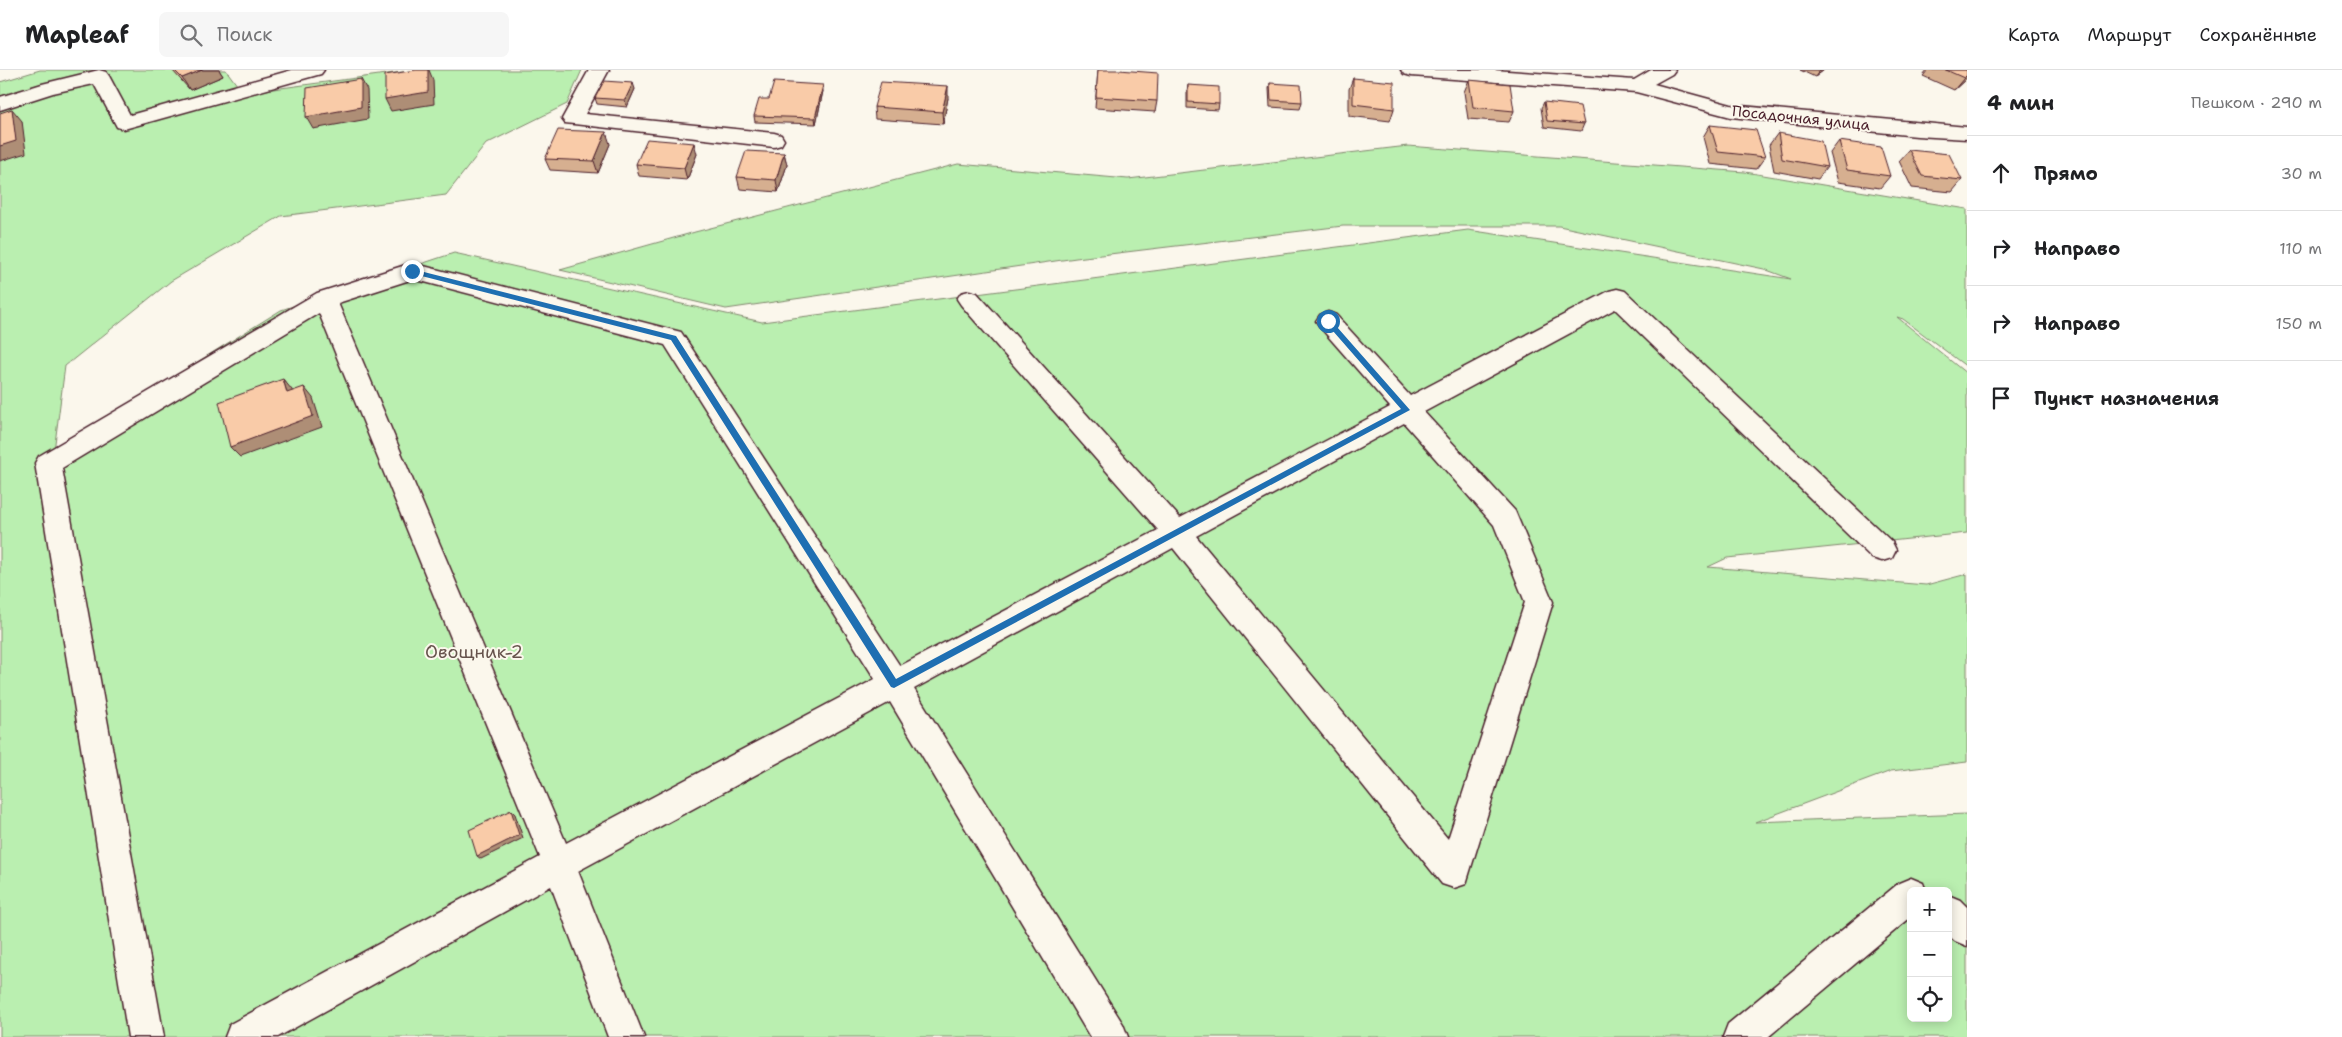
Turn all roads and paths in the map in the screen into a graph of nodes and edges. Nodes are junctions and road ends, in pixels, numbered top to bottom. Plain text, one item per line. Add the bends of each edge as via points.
1 (314, 70) edge
2 (599, 70) edge
3 (1411, 70) edge
4 (1665, 70) edge
5 (1637, 86) junction
6 (0, 104) edge
7 (1967, 132) edge
8 (774, 140) dead end
9 (325, 299) junction
10 (969, 299) dead end
11 (1328, 321) dead end
12 (1406, 410) junction
13 (1177, 532) junction
14 (1882, 550) dead end
15 (894, 684) junction
16 (559, 864) junction
17 (1907, 898) edge
18 (1952, 916) edge
19 (1967, 929) edge
20 (146, 1037) edge
21 (243, 1037) edge
22 (626, 1037) edge
23 (1110, 1037) edge
24 (1741, 1037) edge

1 - 6 street via 124,123 99,76
2 - 8 street via 572,120
3 - 5 street, Посадочная улица
4 - 5 street
5 - 7 street, Посадочная улица via 1731,111
9 - 15 street via 412,271 673,338
9 - 16 street
9 - 20 street via 48,463
10 - 13 street
11 - 12 street
12 - 13 street
12 - 13 street via 1505,519 1539,602 1454,872
12 - 14 street via 1617,297
13 - 15 street
15 - 16 street
15 - 23 street
16 - 21 street
16 - 22 street
17 - 24 street
18 - 19 street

------------------------------------

> _EXERCISE DESCRIPTION_: Output the material word for word, omitting its pictures.

> _TASK ANSWER_:
Turn all roads and paths in the map in the screen into a graph of nodes and edges. Nodes are junctions and road ends, in pixels, numbered top to bottom. Plain text, one item per line. Add the bends of each edge as via points.
1 (314, 70) edge
2 (599, 70) edge
3 (1411, 70) edge
4 (1665, 70) edge
5 (1637, 86) junction
6 (0, 104) edge
7 (1967, 132) edge
8 (774, 140) dead end
9 (325, 299) junction
10 (969, 299) dead end
11 (1328, 321) dead end
12 (1406, 410) junction
13 (1177, 532) junction
14 (1882, 550) dead end
15 (894, 684) junction
16 (559, 864) junction
17 (1907, 898) edge
18 (1952, 916) edge
19 (1967, 929) edge
20 (146, 1037) edge
21 (243, 1037) edge
22 (626, 1037) edge
23 (1110, 1037) edge
24 (1741, 1037) edge

1 - 6 street via 124,123 99,76
2 - 8 street via 572,120
3 - 5 street, Посадочная улица
4 - 5 street
5 - 7 street, Посадочная улица via 1731,111
9 - 15 street via 412,271 673,338
9 - 16 street
9 - 20 street via 48,463
10 - 13 street
11 - 12 street
12 - 13 street
12 - 13 street via 1505,519 1539,602 1454,872
12 - 14 street via 1617,297
13 - 15 street
15 - 16 street
15 - 23 street
16 - 21 street
16 - 22 street
17 - 24 street
18 - 19 street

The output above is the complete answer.